Wakil Ketua Komisi II DPR RI Jelaskan 5 Parameter Jika Sistem Proporsional Tertutup Ingin Diterapkan
sistem proporsional tertutup pernah kita gunakan sebelumnya dan itu mencapai puncaknya pada masa orde baru
Penulis: Ibriza Fasti Ifhami
Editor: Eko Sutriyanto
Laporan wartawan Tribunnews, Ibriza Fasti Ifhami
TRIBUNNEWS.COM, JAKARTA - Wakil Ketua Komisi II DPR RI Yanuar Prihatin mengatakan, ada parameter untuk menjadi bahan pertimbangan diterapkannya sistem proporsional tertutup di pemilihan umum (Pemilu).
"Parameter yang menurut saya penting dipertimbangkan minimal 5."
Ia menuturkan, parameter tersebut, pertama terkait alasan historis.
"Karena sistem proporsional tertutup pernah kita gunakan sebelumnya dan itu mencapai puncaknya pada masa orde baru," kata Yanuar, dalam diskusi publik bertajuk "Kedaulatan Rakyat vs Kedaulatan Partai", di kantor DPP Partai Kebangkitan Bangsa (PKB), Jakarta Pusat, Selasa (17/1/2023)
Menurutnya, saat itu kedaulatan partai politik begitu kuat.
Baca juga: Profil Yanuar Prihatin, Ketua Bidang Pengembangan SDM DPP PKB 2019-2024 Sekaligus Anggota DPR RI
"Seluruh calon legislatif (caleg) termasuk sampai nomor urutnya itu urusan partai. Kita pemilih tidak ada akses sedikit pun," sambung Yanuar.
Alasan kedua, Yanuar menjelaskan, terkait kedaulatan rakyat.
"Jika kita sepakat bahwa demokrasi intinya adalah pemegang kedaulatan rakyat. Maka pertanyaannya kedaulatan rakyat lebih cocok ditempatkan di proporsional terbuka atau tertutup?" ujarnya.
Selanjutnya, alasan ketiga, kata Yanuar, perihal pendewasaan budaya politik.
"Lebih bagus bersemayam di proporsional tertutup atau terbuka?," katanya.
Ia kemudian menganalogikan sistm proporsional tertutup dengan dunia.
"Dalam dunia yang tertutup maka semua gelap, bahkan dalam dunia yang tertutup tidak semua orang bisa masuk," katanya.
"Tapi kalau ruang terbuka lebih terang cahayanya, jauh lebih bisa menampung banyak orang," jelasnya.
Ia juga mengatakan, dengan sistem proporsional terbuka kompetisi Pemilu akan semakin terjadi. Sehingga kemungkinkan pendewasaan politik Indonesia akan lebih terjadi.
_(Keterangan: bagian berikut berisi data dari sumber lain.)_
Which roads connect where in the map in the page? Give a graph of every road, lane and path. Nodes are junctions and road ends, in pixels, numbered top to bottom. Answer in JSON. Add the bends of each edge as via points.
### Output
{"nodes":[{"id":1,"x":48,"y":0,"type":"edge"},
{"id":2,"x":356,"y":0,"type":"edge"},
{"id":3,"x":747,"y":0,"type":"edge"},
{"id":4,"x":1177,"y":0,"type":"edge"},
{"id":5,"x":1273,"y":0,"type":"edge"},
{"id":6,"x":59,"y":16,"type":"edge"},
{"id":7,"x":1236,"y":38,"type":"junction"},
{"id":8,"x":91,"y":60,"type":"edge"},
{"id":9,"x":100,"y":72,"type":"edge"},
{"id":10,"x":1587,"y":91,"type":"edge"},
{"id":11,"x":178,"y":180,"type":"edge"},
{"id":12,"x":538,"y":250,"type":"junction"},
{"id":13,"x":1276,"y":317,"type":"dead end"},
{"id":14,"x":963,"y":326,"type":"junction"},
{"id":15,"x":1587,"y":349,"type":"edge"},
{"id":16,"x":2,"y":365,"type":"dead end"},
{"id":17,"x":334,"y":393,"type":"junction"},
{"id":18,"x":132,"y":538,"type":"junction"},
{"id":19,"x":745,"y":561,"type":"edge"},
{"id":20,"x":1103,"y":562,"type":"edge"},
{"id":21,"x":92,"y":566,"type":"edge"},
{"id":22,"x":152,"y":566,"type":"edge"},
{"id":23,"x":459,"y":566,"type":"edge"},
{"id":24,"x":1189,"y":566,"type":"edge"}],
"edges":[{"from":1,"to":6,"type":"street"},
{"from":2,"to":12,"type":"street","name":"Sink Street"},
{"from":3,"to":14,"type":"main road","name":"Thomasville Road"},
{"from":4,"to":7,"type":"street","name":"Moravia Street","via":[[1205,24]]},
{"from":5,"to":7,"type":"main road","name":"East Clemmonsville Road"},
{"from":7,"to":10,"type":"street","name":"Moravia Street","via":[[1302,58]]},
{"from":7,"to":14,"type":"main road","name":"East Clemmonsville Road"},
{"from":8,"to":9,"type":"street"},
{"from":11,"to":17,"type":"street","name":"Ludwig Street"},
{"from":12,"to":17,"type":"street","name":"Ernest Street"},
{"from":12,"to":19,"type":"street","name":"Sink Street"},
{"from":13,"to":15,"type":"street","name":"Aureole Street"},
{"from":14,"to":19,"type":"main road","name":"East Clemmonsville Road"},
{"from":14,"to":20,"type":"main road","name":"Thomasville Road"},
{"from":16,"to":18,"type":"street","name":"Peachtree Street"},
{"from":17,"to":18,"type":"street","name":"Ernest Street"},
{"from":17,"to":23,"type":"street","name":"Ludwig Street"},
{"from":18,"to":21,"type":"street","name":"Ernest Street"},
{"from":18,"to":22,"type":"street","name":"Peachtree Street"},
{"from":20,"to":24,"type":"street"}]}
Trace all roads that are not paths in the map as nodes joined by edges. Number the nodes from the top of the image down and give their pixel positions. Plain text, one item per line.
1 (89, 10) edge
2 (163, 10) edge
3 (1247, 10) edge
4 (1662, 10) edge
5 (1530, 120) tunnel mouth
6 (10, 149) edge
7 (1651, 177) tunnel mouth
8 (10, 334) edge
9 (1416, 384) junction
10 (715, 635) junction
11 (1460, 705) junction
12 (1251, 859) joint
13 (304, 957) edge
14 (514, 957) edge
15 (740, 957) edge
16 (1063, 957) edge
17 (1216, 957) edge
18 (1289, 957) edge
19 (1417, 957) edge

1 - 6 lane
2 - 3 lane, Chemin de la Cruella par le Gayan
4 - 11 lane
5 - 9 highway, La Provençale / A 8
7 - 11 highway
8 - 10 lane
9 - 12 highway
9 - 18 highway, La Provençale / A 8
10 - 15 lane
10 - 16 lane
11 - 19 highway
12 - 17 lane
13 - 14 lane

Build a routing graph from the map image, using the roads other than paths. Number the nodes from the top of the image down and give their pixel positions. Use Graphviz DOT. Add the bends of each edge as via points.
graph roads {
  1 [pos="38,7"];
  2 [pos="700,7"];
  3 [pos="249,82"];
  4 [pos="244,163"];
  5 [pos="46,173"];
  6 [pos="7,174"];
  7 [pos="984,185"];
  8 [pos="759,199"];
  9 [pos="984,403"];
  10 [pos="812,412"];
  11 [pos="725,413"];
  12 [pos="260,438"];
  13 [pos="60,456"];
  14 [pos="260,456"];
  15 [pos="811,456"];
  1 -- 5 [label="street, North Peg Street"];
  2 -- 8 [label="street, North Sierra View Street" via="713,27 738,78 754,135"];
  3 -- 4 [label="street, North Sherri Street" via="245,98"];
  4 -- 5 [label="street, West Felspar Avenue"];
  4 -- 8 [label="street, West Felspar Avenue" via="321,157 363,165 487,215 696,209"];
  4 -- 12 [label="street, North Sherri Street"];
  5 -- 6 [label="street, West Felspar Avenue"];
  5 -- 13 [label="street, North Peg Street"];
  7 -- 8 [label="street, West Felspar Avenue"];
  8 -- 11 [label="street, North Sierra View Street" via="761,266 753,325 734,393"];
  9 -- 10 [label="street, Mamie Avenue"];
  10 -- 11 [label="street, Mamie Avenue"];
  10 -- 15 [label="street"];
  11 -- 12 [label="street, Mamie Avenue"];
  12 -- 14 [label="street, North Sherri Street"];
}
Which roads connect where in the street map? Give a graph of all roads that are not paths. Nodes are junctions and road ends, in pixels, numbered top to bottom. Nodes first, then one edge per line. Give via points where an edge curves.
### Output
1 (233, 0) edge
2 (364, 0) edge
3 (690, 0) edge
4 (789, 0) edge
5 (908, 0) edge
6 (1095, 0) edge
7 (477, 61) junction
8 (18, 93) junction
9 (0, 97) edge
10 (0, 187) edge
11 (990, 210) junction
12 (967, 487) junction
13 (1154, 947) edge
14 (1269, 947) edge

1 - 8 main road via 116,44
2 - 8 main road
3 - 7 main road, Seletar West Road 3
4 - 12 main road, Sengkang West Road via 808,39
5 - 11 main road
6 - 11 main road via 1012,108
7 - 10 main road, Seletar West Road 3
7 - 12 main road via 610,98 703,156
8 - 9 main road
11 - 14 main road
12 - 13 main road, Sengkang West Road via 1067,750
Terakhir, kata Yanuar, alasan terkait kebebasan individu untuk melakukan usaha meningkatkan kesejahteraan hidup.
"Hari ini ada tren terkait dengan kebebasan individu untuk melakukan mobilitas vertikal ke atas. Ini hak asasi yang tidak boleh ditutup oleh siapapun," kata Yanuar.
Menurutnya, dalam sistem proporsional tertutup, monopoli pencalonan atau karier politik pribadi akan jauh lebih banyak ditentukan oleh beberapa gelintir orang.
"(Sehingga) tidak banyak orajg memiliki kesempatan untuk tumbuh."